• [REQUIRED ACTION]: Transcribe the data underneath exactly. No images belong in your version.

(Collected data)
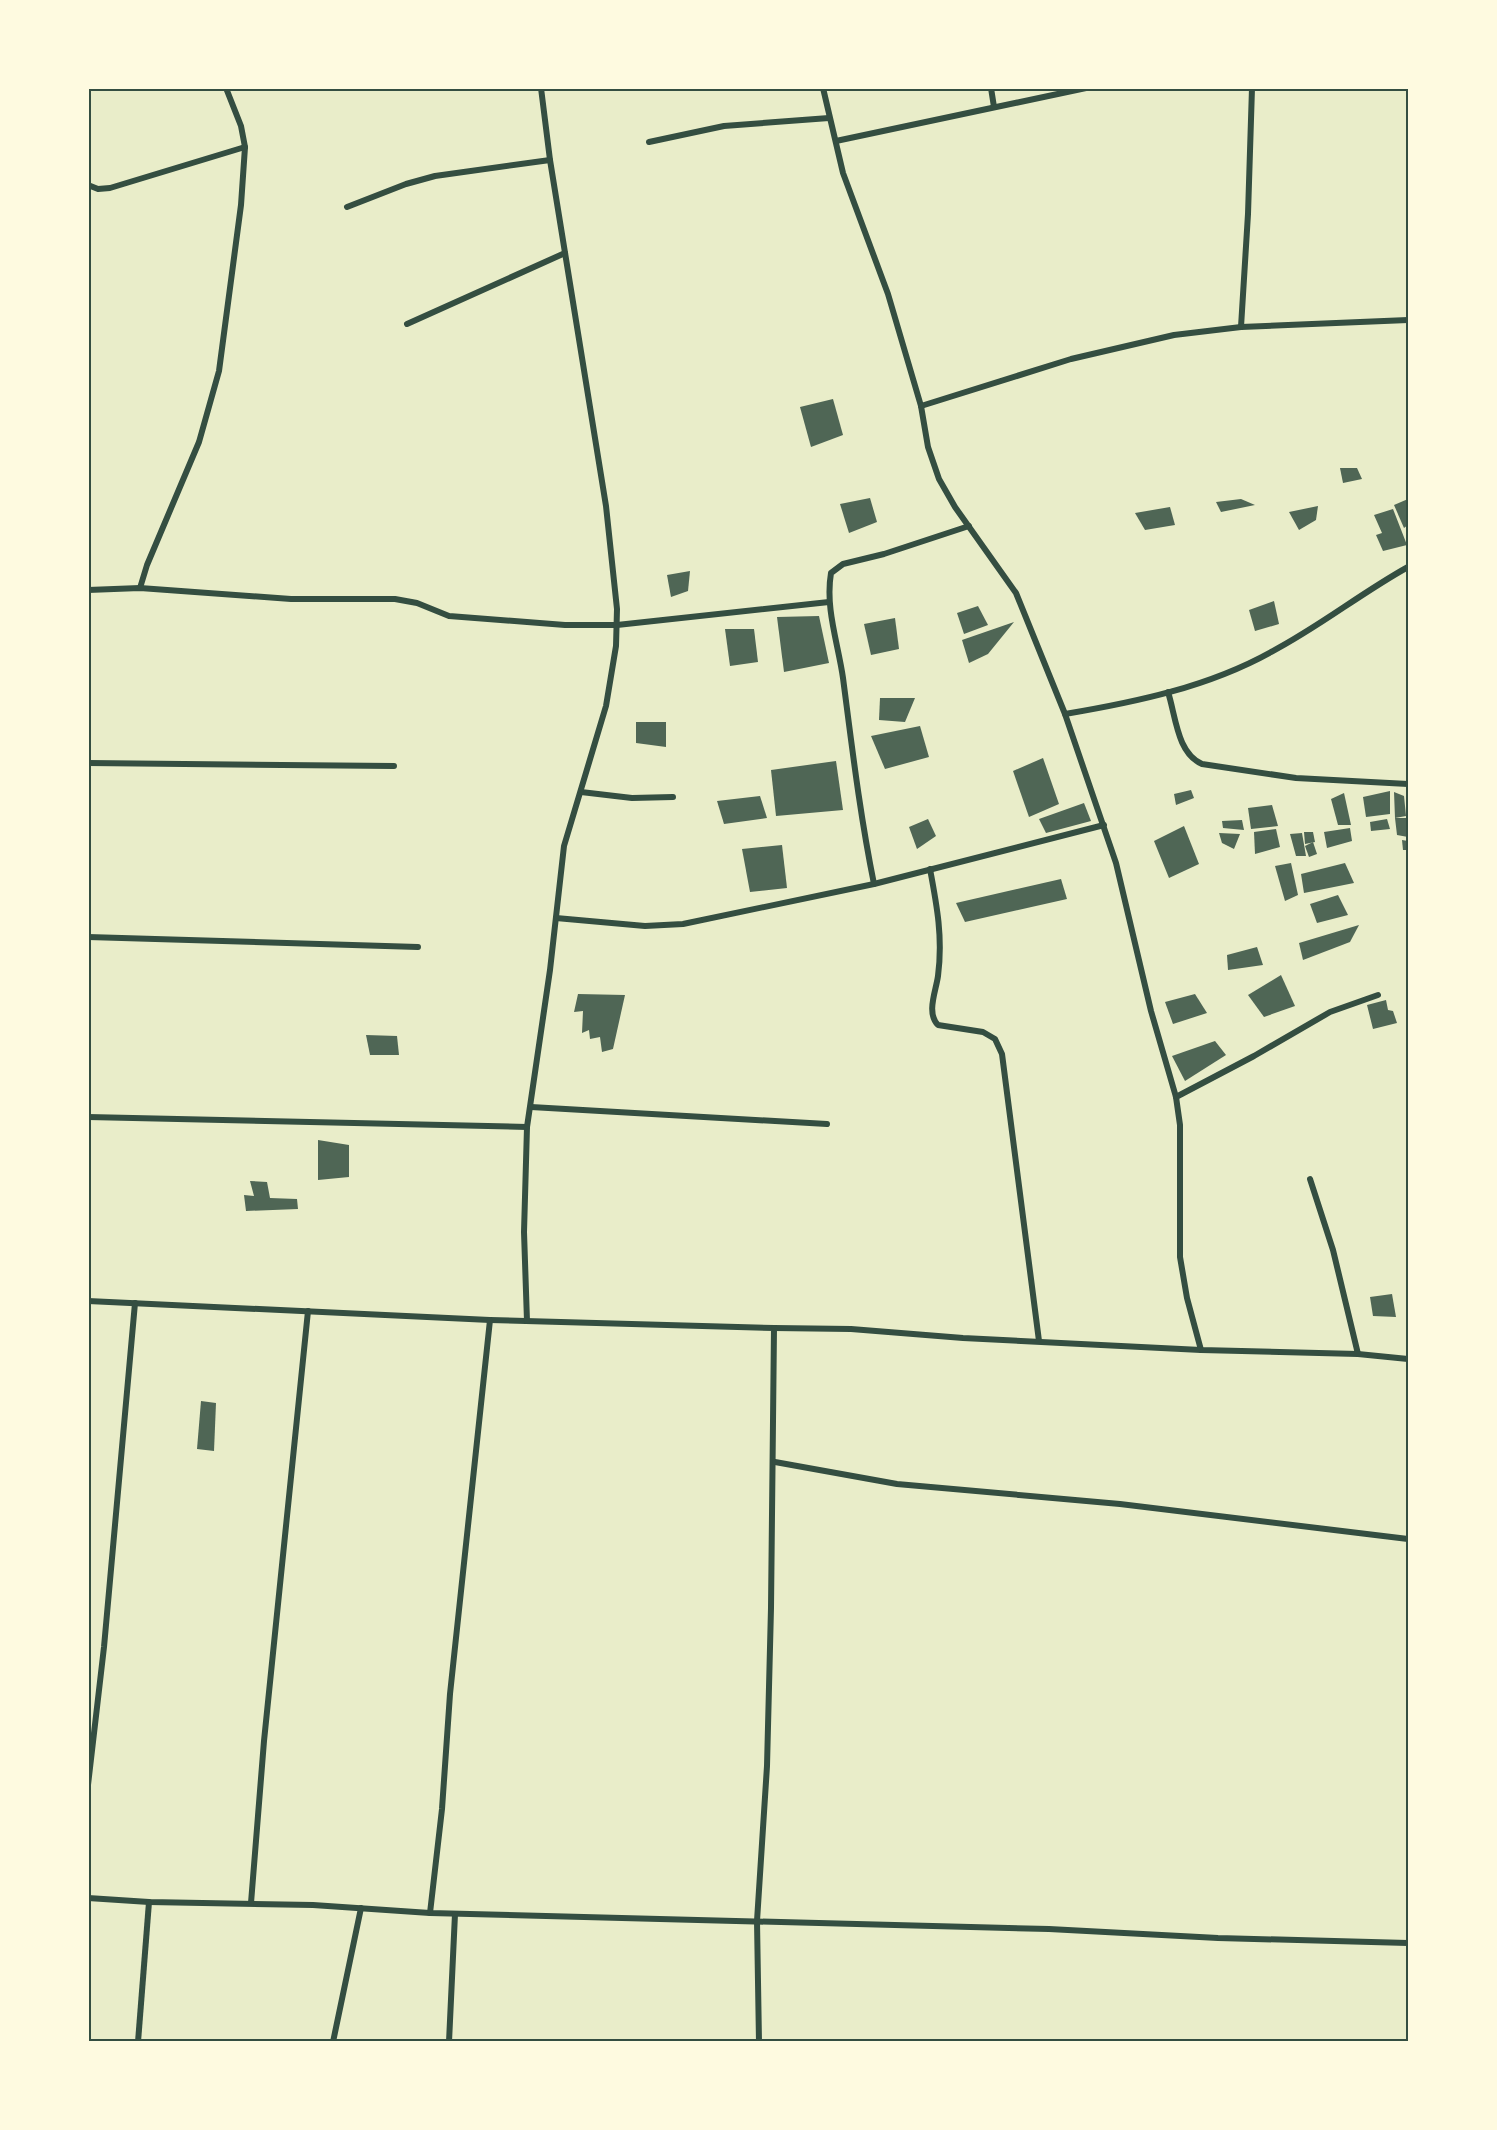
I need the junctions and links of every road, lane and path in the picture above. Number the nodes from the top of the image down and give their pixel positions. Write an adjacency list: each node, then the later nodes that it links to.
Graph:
1 (541, 88): 12 (street)
2 (823, 88): 8 (street)
3 (991, 88): 7 (street)
4 (1086, 88): 7 (street)
5 (1252, 88): 18 (street)
6 (229, 89): 11 (street)
7 (994, 107): 9 (street)
8 (829, 118): 9 (street); 10 (street)
9 (836, 141): 19 (street)
10 (649, 142)
11 (245, 147): 13 (street); 22 (street)
12 (550, 160): 14 (street); 15 (street)
13 (88, 185)
14 (347, 207)
15 (565, 253): 17 (street); 25 (street)
16 (1408, 320): 18 (street)
17 (407, 324)
18 (1240, 327): 19 (street)
19 (921, 406): 20 (street)
20 (969, 526): 24 (street); 27 (street)
21 (1408, 567): 26 (street)
22 (140, 588): 23 (street); 25 (street)
23 (88, 590)
24 (830, 602): 25 (street); 35 (street)
25 (617, 625): 31 (street)
26 (1168, 692): 27 (street); 30 (street)
27 (1065, 714): 33 (street)
28 (88, 763): 29 (street)
29 (394, 766)
30 (1408, 784)
31 (581, 792): 32 (street); 36 (street)
32 (673, 797)
33 (1104, 825): 34 (street); 40 (street)
34 (930, 869): 35 (street); 52 (street)
35 (874, 884): 36 (street)
36 (556, 918): 41 (street)
37 (88, 937): 38 (street)
38 (418, 947)
39 (1378, 994): 40 (street)
40 (1176, 1097): 53 (street)
41 (531, 1107): 43 (street); 44 (street)
42 (88, 1117): 44 (street)
43 (827, 1124)
44 (527, 1126): 50 (street)
45 (1310, 1179): 54 (street)
46 (88, 1301): 47 (street)
47 (135, 1303): 48 (street); 58 (street)
48 (308, 1311): 49 (street); 61 (street)
49 (490, 1320): 50 (street); 63 (street)
50 (527, 1321): 51 (street)
51 (774, 1328): 52 (street); 56 (street)
52 (1039, 1341): 53 (street)
53 (1201, 1350): 54 (street)
54 (1358, 1354): 55 (street)
55 (1408, 1359)
56 (775, 1462): 57 (street); 65 (street)
57 (1408, 1539)
58 (88, 1785)
59 (88, 1898): 60 (street)
60 (149, 1902): 61 (street); 67 (street)
61 (250, 1903): 62 (street)
62 (361, 1908): 63 (street); 68 (street)
63 (430, 1913): 64 (street)
64 (455, 1914): 65 (street); 69 (street)
65 (757, 1921): 66 (street); 70 (street)
66 (1408, 1943)
67 (137, 2041)
68 (333, 2042)
69 (449, 2042)
70 (759, 2042)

• [FINISHED TASK]:
I need the junctions and links of every road, lane and path in the picture above. Number the nodes from the top of the image down and give their pixel positions. Write an adjacency list: each node, then the later nodes that it links to.
Graph:
1 (541, 88): 12 (street)
2 (823, 88): 8 (street)
3 (991, 88): 7 (street)
4 (1086, 88): 7 (street)
5 (1252, 88): 18 (street)
6 (229, 89): 11 (street)
7 (994, 107): 9 (street)
8 (829, 118): 9 (street); 10 (street)
9 (836, 141): 19 (street)
10 (649, 142)
11 (245, 147): 13 (street); 22 (street)
12 (550, 160): 14 (street); 15 (street)
13 (88, 185)
14 (347, 207)
15 (565, 253): 17 (street); 25 (street)
16 (1408, 320): 18 (street)
17 (407, 324)
18 (1240, 327): 19 (street)
19 (921, 406): 20 (street)
20 (969, 526): 24 (street); 27 (street)
21 (1408, 567): 26 (street)
22 (140, 588): 23 (street); 25 (street)
23 (88, 590)
24 (830, 602): 25 (street); 35 (street)
25 (617, 625): 31 (street)
26 (1168, 692): 27 (street); 30 (street)
27 (1065, 714): 33 (street)
28 (88, 763): 29 (street)
29 (394, 766)
30 (1408, 784)
31 (581, 792): 32 (street); 36 (street)
32 (673, 797)
33 (1104, 825): 34 (street); 40 (street)
34 (930, 869): 35 (street); 52 (street)
35 (874, 884): 36 (street)
36 (556, 918): 41 (street)
37 (88, 937): 38 (street)
38 (418, 947)
39 (1378, 994): 40 (street)
40 (1176, 1097): 53 (street)
41 (531, 1107): 43 (street); 44 (street)
42 (88, 1117): 44 (street)
43 (827, 1124)
44 (527, 1126): 50 (street)
45 (1310, 1179): 54 (street)
46 (88, 1301): 47 (street)
47 (135, 1303): 48 (street); 58 (street)
48 (308, 1311): 49 (street); 61 (street)
49 (490, 1320): 50 (street); 63 (street)
50 (527, 1321): 51 (street)
51 (774, 1328): 52 (street); 56 (street)
52 (1039, 1341): 53 (street)
53 (1201, 1350): 54 (street)
54 (1358, 1354): 55 (street)
55 (1408, 1359)
56 (775, 1462): 57 (street); 65 (street)
57 (1408, 1539)
58 (88, 1785)
59 (88, 1898): 60 (street)
60 (149, 1902): 61 (street); 67 (street)
61 (250, 1903): 62 (street)
62 (361, 1908): 63 (street); 68 (street)
63 (430, 1913): 64 (street)
64 (455, 1914): 65 (street); 69 (street)
65 (757, 1921): 66 (street); 70 (street)
66 (1408, 1943)
67 (137, 2041)
68 (333, 2042)
69 (449, 2042)
70 (759, 2042)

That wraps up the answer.